- What you will do
Among the records below, how many lines contain "edges"? State the number and nothing more.

Collected data
Start of Block

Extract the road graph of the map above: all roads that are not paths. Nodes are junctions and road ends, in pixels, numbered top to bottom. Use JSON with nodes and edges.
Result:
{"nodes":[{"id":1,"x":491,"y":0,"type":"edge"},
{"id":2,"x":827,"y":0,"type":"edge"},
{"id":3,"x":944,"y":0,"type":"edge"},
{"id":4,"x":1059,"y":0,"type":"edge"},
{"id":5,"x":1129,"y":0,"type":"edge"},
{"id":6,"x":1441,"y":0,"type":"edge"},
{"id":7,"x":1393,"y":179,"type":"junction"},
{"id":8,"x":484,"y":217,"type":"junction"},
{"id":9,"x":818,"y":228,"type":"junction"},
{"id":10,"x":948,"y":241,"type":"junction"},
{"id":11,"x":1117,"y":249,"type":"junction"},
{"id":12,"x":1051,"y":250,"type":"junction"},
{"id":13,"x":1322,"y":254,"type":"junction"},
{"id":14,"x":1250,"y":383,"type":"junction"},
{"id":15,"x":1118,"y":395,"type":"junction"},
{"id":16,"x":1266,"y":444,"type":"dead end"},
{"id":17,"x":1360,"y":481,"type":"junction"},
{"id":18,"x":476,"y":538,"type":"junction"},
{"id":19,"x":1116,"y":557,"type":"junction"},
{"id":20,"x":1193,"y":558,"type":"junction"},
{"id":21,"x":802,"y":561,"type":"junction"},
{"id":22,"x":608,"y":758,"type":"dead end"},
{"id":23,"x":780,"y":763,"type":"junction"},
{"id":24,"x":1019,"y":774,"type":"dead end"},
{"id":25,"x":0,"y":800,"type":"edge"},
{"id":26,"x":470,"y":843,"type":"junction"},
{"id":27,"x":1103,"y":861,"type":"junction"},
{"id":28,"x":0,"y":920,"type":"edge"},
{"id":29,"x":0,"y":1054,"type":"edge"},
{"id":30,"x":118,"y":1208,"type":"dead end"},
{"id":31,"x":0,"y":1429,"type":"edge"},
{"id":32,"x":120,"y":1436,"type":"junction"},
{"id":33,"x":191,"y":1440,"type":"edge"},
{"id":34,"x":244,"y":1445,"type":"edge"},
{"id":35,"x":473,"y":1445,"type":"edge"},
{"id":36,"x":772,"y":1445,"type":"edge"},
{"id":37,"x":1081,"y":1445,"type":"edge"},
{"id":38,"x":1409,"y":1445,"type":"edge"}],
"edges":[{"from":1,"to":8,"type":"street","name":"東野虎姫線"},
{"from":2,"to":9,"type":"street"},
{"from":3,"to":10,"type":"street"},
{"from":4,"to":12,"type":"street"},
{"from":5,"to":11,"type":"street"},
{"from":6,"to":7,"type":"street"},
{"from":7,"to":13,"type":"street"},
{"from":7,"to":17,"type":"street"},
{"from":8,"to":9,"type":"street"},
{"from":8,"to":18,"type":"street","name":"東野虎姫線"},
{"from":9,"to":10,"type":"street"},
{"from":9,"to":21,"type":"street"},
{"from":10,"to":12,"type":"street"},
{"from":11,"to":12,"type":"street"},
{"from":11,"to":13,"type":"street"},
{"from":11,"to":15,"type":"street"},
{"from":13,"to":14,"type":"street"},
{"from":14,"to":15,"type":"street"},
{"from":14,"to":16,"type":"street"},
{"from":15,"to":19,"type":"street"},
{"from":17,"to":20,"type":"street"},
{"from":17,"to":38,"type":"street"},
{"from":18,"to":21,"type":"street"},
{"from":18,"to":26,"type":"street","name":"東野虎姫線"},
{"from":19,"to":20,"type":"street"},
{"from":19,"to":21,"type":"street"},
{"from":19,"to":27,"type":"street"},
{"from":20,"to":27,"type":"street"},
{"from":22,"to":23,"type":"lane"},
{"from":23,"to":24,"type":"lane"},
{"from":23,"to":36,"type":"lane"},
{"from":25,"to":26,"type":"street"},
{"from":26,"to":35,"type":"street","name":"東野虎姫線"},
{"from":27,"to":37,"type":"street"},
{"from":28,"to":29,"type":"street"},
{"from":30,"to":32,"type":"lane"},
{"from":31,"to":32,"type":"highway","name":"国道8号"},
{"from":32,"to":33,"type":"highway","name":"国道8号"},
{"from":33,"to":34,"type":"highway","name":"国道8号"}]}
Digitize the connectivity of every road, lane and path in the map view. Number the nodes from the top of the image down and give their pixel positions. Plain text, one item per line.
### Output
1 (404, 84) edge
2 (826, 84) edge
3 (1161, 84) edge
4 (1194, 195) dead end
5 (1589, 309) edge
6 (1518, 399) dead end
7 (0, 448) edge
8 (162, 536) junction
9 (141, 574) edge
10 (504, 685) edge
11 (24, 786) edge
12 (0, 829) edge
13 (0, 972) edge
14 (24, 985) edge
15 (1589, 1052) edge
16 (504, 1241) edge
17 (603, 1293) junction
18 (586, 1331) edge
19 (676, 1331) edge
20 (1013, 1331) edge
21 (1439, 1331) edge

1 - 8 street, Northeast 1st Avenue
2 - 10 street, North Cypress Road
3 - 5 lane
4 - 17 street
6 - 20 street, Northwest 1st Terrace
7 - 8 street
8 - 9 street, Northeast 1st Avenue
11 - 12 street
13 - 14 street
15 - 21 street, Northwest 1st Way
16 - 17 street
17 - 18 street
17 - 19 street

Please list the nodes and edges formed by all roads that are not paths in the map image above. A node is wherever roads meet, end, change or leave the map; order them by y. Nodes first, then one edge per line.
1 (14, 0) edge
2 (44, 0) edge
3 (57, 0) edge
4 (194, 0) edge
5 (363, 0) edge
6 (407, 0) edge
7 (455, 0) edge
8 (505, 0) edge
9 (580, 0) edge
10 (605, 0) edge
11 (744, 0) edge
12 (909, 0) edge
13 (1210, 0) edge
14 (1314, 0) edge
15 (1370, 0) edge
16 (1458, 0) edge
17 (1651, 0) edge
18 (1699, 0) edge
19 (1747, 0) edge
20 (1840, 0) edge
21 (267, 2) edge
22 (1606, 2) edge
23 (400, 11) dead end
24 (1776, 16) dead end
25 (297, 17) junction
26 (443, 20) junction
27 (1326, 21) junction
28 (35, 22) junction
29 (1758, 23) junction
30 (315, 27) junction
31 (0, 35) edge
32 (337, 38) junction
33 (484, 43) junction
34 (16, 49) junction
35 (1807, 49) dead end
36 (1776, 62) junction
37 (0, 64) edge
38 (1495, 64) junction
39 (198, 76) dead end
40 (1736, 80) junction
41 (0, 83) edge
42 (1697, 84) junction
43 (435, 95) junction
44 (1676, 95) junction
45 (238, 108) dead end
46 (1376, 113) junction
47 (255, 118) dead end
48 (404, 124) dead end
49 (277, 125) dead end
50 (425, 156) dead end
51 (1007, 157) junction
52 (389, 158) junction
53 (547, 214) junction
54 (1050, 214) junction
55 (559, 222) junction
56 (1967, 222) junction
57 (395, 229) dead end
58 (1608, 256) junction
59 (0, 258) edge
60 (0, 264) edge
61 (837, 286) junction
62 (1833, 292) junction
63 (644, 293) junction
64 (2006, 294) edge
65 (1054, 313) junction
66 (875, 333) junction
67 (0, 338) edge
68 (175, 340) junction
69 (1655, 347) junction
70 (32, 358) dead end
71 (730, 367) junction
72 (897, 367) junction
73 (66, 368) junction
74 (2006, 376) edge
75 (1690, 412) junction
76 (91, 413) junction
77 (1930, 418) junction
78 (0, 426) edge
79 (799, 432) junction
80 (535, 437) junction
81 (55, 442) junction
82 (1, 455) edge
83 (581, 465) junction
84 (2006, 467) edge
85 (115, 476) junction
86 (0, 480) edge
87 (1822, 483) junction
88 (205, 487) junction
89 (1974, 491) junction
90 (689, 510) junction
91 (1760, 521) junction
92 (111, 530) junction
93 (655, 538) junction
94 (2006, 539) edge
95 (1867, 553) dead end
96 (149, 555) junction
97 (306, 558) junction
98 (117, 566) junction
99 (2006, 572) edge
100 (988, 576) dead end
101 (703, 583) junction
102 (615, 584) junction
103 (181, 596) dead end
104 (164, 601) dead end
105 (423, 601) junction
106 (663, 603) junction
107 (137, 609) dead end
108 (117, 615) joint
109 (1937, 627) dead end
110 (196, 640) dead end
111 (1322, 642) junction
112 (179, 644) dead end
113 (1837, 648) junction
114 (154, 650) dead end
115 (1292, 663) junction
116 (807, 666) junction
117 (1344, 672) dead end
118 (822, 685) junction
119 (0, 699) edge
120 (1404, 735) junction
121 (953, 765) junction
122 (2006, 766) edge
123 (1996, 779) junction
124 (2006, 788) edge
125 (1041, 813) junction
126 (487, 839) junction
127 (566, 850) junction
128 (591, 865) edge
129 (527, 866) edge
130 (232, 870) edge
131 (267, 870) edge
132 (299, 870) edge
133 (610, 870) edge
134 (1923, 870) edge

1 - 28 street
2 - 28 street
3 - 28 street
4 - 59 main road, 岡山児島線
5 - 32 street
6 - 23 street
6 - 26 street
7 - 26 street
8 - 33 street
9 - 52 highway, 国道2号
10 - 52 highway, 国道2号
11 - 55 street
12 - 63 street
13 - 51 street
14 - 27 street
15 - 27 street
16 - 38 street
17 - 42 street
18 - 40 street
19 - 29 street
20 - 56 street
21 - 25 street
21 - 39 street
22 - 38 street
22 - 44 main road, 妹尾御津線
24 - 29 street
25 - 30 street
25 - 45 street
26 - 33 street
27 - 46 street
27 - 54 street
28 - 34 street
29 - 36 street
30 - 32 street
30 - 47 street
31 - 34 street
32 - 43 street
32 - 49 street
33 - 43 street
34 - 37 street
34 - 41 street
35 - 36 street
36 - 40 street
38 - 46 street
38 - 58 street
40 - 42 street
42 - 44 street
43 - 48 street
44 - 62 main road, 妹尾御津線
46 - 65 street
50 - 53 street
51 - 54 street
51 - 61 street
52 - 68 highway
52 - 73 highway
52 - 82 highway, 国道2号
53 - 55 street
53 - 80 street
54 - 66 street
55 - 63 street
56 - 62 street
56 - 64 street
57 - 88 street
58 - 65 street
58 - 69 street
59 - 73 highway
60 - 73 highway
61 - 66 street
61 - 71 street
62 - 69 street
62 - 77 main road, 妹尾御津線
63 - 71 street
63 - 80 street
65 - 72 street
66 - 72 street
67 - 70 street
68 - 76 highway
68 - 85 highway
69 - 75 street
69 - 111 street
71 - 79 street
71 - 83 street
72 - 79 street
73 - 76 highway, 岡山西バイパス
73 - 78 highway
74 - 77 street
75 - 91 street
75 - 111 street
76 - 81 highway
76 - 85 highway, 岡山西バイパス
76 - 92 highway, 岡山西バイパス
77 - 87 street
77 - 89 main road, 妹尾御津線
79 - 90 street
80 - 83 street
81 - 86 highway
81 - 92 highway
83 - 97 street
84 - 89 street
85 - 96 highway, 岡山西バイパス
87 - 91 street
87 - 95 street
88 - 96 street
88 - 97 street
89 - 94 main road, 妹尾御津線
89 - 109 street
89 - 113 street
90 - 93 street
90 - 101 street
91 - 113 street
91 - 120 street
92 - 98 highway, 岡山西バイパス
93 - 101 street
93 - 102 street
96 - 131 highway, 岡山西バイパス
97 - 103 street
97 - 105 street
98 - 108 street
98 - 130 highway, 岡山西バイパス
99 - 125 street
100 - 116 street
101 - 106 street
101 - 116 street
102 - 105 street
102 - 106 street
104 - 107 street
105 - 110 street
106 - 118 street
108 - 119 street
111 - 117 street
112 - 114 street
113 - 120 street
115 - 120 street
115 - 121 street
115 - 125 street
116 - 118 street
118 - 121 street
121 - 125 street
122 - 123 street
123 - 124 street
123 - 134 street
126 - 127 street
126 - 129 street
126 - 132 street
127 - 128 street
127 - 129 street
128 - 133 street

End of Block

- Problem solution
3